No driving license? No problem…
For a city that boasts a world-class public transportation system, there’s often a misconception that travel between Dubai and Abu Dhabi is nigh on impossible if you don’t get in a car and drive there yourself.
While in the past this may have been true, both Dubai’s Road & Transport Authority and the Department of Transport in Abu Dhabi (as well as a number of private companies) have worked hard in recent years to rectify this problem.
No longer do you have to pay a cab fare of upwards of Dhs200 (each way!) to spend a weekend away in the nation’s capital. It’s easier and more affordable (or expensive depending if you’ve got the cash to splash) than ever to make the journey for those that don’t have the luxury of a driving license.
Want to know how? Read on, fellow traveller…
The sensible way – Public bus
Photo credit: UAEzoom
Travel time? One and a half to two hours.
How much does it cost? Tickets are Dhs25 one-way and can be paid for by using a standard RTA Nol card.
How does it work? This is by far the cheapest route to get from Dubai to Abu Dhabi without having your own car and there are two options depending on which area of Dubai you live in.
For those located in the older part of the city (Bur Dubai, Satwa, Karama) the number E100 bus will take you straight to Abu Dhabi Central Bus Station from the Al Ghubaiba Bus Station in Bur Dubai. Those living in the Marina, JLT or JBR areas can similarly catch the E101 bus from the Ibn Battuta Metro Station, saving you a trip in the opposite direction.
Buses from Al Ghubaiba Bus Station depart multiple times per hour (normally in 15 minute intervals), while there’s a 30 minute wait between busses departing from Ibn Battuta Metro Station.
For detailed bus timings visit the Wojhati website.
The expensive way – Helicopter
Photo credit: Heli Dubai
Travel time? 45-50 minutes depending on weather conditions
How much does it cost? A private helicopter charter starts from around Dhs14,900 for 5 people
How does it work? If money is no object, and you want to arrive in the capital with an appropriate level of flair, then the answer is to take a helicopter.
Private charter companies like Heli Dubai offer a range of tailor-made flight solutions based on your specific requirements, with pick-up from their helipad located near Dubai Festival City and drop-off at Emirates Palace in Abu Dhabi.
Their fleet of Agusta 109e helicopters feature quiet, air-conditioned cabins with hand-stitched leather interiors that will get you to you destination in style – provided you can stomach the price-tag, of course.

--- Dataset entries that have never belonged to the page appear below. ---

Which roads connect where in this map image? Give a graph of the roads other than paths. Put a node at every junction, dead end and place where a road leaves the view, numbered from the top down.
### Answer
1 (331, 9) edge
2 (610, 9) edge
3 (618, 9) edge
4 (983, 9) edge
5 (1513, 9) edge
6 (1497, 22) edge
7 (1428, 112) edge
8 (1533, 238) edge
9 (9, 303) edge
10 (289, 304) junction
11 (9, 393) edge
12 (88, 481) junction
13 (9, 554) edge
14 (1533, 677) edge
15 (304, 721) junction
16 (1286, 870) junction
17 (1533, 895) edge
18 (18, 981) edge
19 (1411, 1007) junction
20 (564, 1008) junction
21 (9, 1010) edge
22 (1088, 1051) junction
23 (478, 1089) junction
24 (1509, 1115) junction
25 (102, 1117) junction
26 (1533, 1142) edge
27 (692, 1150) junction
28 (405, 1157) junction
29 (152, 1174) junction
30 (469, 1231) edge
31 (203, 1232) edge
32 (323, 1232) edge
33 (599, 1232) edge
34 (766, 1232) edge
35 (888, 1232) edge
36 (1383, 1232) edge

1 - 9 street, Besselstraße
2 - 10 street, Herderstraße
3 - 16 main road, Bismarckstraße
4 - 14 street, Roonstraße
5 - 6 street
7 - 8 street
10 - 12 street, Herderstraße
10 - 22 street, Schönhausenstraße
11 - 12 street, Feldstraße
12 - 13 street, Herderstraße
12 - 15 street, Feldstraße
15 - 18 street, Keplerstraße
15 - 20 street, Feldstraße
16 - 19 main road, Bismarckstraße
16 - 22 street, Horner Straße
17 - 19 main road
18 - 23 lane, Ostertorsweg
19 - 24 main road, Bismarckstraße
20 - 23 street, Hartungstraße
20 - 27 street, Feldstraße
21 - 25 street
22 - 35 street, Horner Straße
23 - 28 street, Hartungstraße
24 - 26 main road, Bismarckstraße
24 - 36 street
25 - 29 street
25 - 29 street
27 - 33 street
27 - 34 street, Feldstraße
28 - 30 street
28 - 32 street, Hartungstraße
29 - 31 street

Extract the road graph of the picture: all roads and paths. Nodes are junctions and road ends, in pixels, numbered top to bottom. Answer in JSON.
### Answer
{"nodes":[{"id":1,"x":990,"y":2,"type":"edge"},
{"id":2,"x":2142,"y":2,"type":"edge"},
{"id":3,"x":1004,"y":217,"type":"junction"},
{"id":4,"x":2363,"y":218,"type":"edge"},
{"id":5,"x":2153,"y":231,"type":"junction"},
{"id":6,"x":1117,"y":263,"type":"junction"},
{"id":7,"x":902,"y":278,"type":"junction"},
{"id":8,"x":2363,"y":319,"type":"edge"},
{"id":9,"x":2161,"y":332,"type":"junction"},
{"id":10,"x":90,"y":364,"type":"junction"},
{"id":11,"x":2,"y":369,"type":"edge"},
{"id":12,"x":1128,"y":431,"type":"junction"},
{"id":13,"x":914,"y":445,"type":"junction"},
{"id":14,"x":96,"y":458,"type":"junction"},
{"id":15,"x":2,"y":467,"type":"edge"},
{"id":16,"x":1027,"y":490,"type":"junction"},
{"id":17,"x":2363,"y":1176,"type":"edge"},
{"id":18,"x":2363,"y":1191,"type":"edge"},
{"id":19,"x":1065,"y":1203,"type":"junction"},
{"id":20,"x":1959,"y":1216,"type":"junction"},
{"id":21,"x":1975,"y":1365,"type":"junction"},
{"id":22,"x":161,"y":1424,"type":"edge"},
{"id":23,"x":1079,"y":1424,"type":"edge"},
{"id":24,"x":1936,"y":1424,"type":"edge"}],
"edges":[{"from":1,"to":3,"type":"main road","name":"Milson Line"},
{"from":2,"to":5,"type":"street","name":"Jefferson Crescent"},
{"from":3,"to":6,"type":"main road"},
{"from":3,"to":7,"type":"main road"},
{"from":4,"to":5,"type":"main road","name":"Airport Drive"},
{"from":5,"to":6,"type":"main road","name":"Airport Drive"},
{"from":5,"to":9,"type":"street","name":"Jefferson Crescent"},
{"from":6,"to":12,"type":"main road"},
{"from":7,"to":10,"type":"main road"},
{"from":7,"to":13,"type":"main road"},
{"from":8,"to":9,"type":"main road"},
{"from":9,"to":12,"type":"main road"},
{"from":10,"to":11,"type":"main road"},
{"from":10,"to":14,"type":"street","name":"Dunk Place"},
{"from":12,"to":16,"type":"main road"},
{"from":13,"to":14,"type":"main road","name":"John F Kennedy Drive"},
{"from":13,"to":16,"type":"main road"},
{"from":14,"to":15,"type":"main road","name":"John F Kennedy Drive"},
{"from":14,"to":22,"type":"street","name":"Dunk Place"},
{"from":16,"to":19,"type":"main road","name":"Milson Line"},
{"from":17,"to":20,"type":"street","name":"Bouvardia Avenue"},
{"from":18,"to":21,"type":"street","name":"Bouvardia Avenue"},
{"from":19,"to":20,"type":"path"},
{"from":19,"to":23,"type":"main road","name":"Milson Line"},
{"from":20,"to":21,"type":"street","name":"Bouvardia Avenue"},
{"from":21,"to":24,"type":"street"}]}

Or, for today only, you can get yourself a chopper for the bargain price of Dhs2000 per personwith UberChopper. The service, put on especially for the Abu Dhabi Grand Prix is a one way trip departing from Atlantis The Palm Helipad and ending at Yas Links Helipad. Fancy.
The jet-setting way – Airline coach
Photo Credit: Emirates
Travel time? One hour and forty-five minutes (Emirates) & one hour and twenty minutes (Etihad)
How much does it cost? Free (if you have an economy class ticket with Emirates or Etihad)
How does it work? If you have a flight booked with either Emirates or Etihad, then you’re in luck. Both airlines offer complimentary shuttle services between Dubai and Abu Dhabi for economy class passengers.
For those flying with Emirates there are six scheduled trips per day. Pickup is from outside of Arrivals at Terminal 3 of the Dubai International Airport, while drop-off in Abu Dhabi is in front of the Emirates Downtown Office, Khalidiya Corniche.
Etihad passengers are picked up from the Etihad Travel Mall in Downtown Dubai and have a choice of 10 scheduled daily trips that will deliver them directly to Abu Dhabi International Airport.
It is recommended that you book in advance with either airline to ensure you get a place on the coach.
The future way – Hyperloop
Travel time? They’re predicting under 15 minutes!
How much does it cost? The Hyperloop people say it should be cheaper than the current cost of high-speed rail.
How does it work? DP World officially announced plans last year that it would begin working towards building the high-speed transportation system Hyperloop in the UAE for commercial use.
If this turns out to be feasible the RTA has also said that it will look into implementing the system as a method of transportation between Dubai and Abu Dhabi, cutting the traveling time of a 90 minute journey down to just 15 minutes.
Hyperloop works by having passengers enter a pod that is fired through a tube in a near-frictionless vacuum, allowing it to reach speeds of up to 1200 km per hour.
While we’re still a ways off from Hyperloop becoming a reality – think decades, rather than years – we’re definitely excited about the prospect of super fast inter-city transport coming to the UAE.